The Apt 78 Uptown Summer Series, which is in its second year, is expected to draw crowds throughout the summer, with a lineup that includes legendary Hip-Hop DJs including Kid Capri, DJ Premier and Biz Markie. A different performer will come to the venue every Wednesday through the end of August.
Apt 78 owner Jose Morales said he is currently in talks with D-Nice and Q-Tip of "A Tribe Called Quest" to perform in August.
For lifelong Washington Heights resident Maury Matos, who said he had seen Questlove live in the past, last night was more than just a concert, it was about breaking stereotypes.
"There's a lot of Hip-Hop history up here and people tend to forget it. Many feel because we are Latinos we just listen to a certain type of music," said the 26-year-old Matos. "But there are huge Hip-Hop heads up here and big artists are now recognizing that this is a viable neighborhood to perform and play at."

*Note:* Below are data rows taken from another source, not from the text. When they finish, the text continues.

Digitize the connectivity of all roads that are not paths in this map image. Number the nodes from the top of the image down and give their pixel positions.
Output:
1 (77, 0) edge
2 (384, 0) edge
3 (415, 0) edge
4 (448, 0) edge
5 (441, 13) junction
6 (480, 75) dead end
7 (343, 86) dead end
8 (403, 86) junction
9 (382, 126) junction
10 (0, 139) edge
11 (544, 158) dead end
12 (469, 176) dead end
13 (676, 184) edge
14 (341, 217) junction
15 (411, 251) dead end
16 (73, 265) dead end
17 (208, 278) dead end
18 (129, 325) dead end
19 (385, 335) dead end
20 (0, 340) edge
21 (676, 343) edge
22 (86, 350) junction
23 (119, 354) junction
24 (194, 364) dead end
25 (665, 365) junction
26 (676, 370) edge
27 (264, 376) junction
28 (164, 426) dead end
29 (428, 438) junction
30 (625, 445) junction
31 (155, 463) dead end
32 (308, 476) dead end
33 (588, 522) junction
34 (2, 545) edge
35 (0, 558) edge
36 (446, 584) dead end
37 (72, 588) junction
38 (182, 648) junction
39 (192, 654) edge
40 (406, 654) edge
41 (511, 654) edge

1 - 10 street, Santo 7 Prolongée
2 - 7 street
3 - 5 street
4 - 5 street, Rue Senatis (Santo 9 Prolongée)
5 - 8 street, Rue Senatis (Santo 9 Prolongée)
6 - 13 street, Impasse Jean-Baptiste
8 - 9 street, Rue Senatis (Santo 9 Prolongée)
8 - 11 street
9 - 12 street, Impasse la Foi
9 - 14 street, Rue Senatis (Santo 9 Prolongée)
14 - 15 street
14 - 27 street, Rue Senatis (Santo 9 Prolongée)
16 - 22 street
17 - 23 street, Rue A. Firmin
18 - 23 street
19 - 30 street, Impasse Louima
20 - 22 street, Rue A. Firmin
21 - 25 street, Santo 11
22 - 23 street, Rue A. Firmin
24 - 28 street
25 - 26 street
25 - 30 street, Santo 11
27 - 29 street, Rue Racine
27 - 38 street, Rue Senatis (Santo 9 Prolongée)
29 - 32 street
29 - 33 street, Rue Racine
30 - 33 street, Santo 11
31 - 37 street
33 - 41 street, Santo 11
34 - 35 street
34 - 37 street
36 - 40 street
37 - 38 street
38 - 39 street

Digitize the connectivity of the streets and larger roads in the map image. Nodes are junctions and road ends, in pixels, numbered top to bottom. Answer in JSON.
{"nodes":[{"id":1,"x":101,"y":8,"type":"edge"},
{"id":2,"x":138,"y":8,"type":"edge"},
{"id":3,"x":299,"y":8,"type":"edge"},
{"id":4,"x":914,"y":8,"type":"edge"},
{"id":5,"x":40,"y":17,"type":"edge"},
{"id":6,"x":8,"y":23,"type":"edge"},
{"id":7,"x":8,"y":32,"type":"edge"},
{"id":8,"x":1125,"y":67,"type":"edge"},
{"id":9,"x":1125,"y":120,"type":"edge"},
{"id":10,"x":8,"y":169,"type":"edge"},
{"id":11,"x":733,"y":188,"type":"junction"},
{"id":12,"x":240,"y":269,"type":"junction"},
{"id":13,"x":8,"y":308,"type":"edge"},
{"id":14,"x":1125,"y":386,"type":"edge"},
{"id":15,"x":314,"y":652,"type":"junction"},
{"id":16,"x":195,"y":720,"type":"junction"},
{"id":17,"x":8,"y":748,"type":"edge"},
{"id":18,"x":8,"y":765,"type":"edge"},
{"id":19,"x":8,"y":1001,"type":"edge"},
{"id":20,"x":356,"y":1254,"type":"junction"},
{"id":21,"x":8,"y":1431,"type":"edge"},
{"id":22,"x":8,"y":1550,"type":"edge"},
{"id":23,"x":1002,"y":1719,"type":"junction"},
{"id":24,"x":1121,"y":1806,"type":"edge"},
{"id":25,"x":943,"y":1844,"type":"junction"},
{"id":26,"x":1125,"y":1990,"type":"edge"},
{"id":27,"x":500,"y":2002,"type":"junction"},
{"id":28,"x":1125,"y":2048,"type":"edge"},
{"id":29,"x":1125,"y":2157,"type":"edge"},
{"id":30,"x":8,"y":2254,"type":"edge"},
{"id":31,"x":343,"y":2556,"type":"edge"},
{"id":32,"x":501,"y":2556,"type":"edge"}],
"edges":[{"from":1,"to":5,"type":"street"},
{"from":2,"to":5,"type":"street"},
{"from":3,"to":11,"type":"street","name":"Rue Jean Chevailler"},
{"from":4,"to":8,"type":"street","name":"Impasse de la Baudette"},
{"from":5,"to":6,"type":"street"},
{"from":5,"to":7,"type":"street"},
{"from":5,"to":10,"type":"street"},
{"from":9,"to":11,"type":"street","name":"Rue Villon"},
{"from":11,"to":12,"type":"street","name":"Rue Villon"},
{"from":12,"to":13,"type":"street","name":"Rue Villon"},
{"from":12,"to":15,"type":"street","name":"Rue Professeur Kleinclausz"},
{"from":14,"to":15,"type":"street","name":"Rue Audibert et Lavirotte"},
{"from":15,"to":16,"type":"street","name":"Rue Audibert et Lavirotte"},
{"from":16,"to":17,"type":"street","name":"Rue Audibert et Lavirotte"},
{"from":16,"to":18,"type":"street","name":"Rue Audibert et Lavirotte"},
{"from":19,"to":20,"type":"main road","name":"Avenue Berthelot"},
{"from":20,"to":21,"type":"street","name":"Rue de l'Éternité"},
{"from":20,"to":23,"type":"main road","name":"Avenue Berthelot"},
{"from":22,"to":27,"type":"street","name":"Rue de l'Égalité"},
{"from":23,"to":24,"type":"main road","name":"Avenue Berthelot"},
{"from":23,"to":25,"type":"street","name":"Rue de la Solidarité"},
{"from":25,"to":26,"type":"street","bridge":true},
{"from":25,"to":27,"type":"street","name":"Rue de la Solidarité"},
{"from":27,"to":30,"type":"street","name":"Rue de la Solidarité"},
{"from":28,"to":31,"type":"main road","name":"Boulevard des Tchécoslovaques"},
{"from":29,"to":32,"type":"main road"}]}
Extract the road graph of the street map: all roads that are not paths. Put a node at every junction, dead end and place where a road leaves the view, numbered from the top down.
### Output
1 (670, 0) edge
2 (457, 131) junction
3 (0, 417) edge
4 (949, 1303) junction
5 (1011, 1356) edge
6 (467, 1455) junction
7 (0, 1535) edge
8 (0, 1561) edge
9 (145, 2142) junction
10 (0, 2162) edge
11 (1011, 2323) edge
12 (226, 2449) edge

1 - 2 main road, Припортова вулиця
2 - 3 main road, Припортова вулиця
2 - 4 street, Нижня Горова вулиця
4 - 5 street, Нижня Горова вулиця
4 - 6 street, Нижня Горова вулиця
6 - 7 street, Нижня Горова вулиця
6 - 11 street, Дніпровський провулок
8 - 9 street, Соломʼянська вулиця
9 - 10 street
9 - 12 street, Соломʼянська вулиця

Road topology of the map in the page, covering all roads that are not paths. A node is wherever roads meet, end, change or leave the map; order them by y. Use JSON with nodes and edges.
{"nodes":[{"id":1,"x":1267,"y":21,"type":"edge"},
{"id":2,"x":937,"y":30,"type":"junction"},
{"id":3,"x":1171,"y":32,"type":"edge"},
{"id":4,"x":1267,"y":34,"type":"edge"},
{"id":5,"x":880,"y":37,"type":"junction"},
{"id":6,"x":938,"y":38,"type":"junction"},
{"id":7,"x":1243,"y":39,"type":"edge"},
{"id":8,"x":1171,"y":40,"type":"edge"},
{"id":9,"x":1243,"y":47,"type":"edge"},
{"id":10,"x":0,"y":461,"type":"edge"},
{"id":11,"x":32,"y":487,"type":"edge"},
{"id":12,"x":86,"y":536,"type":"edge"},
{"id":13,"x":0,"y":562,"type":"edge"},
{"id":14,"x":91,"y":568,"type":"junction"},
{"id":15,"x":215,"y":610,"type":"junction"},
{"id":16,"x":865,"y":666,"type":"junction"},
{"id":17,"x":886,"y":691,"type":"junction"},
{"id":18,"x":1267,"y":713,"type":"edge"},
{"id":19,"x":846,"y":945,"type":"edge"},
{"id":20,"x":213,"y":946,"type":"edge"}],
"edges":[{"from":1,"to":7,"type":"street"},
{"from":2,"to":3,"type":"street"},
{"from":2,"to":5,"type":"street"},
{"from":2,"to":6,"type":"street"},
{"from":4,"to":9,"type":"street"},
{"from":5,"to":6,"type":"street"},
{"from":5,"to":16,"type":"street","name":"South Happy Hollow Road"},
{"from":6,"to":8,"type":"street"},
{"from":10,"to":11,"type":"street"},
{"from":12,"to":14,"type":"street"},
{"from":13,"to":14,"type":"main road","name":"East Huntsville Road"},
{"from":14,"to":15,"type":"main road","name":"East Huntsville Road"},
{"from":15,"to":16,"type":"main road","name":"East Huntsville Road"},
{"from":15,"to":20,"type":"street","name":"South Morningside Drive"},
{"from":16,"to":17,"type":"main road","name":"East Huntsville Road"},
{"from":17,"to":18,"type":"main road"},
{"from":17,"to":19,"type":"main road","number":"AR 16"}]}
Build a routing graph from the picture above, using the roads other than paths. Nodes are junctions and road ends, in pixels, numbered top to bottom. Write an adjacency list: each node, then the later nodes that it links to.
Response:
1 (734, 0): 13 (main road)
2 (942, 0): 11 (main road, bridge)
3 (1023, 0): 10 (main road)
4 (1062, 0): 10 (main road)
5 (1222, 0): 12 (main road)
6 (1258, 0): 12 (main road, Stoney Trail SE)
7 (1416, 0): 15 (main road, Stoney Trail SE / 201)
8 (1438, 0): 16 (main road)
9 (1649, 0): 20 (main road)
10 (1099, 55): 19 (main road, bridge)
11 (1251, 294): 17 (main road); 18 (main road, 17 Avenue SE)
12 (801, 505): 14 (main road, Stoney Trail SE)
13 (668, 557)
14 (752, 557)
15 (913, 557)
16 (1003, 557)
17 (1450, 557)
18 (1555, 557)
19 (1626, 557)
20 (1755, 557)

The event saw more than 200 attendees from as far as Queens who journeyed to the neighborhood with hopes of getting into the standing-room event.
"I have been coming more and more to the Heights as the neighborhood has changed," said 31-year-old Albert Acosta from Queens. "And when I heard someone from my favorite group and one of my favorite producers would be here, I had to be here for history."
Questlove, wearing his hard-to-miss trademark afro, told the raucous crowd that this was a unique evening.
"DJ'ing in N.Y.C. can be a struggle sometimes," said Questlove. "You are one of the first crowds in the city, if not the first, that has allowed me to play classics all the way back to the 70s. Washington Heights, I'm loving it."
Questlove had the diverse crowd dancing on top of tables and couches during his two-hour set, which included music from the likes of James Brown, Michael Jackson, Slick Rick and countless others.
A crowds of fans massed outside to try to enter the jam-packed venue, those on line said they had no problem waiting at all for this event if it even just meant listening from the outside.
"Even if I don't get in, I can feel the energy from out here. I'll just dance outside. That's legal, right?" asked 24-year-old Davina Lucas who came from Brooklyn after finding out about the event on Twitter.
As the crowd filed out after the 2-hour set, Questlove went on to tweet how he not only loved the crowd, but the "incredible seafood" at El Tina Restaurant on 207th Street and 10th Avenue in Inwood.
"Seriously, if yall got the means to get up here, the Whiting is Wow," Questlove wrote.
Apt 78 owner Morales said "I couldn't have imagined a better way to start the summer series."
"Questlove, the music, the energy, the crowd, it was just a historic moment. It was amazing to have this uptown."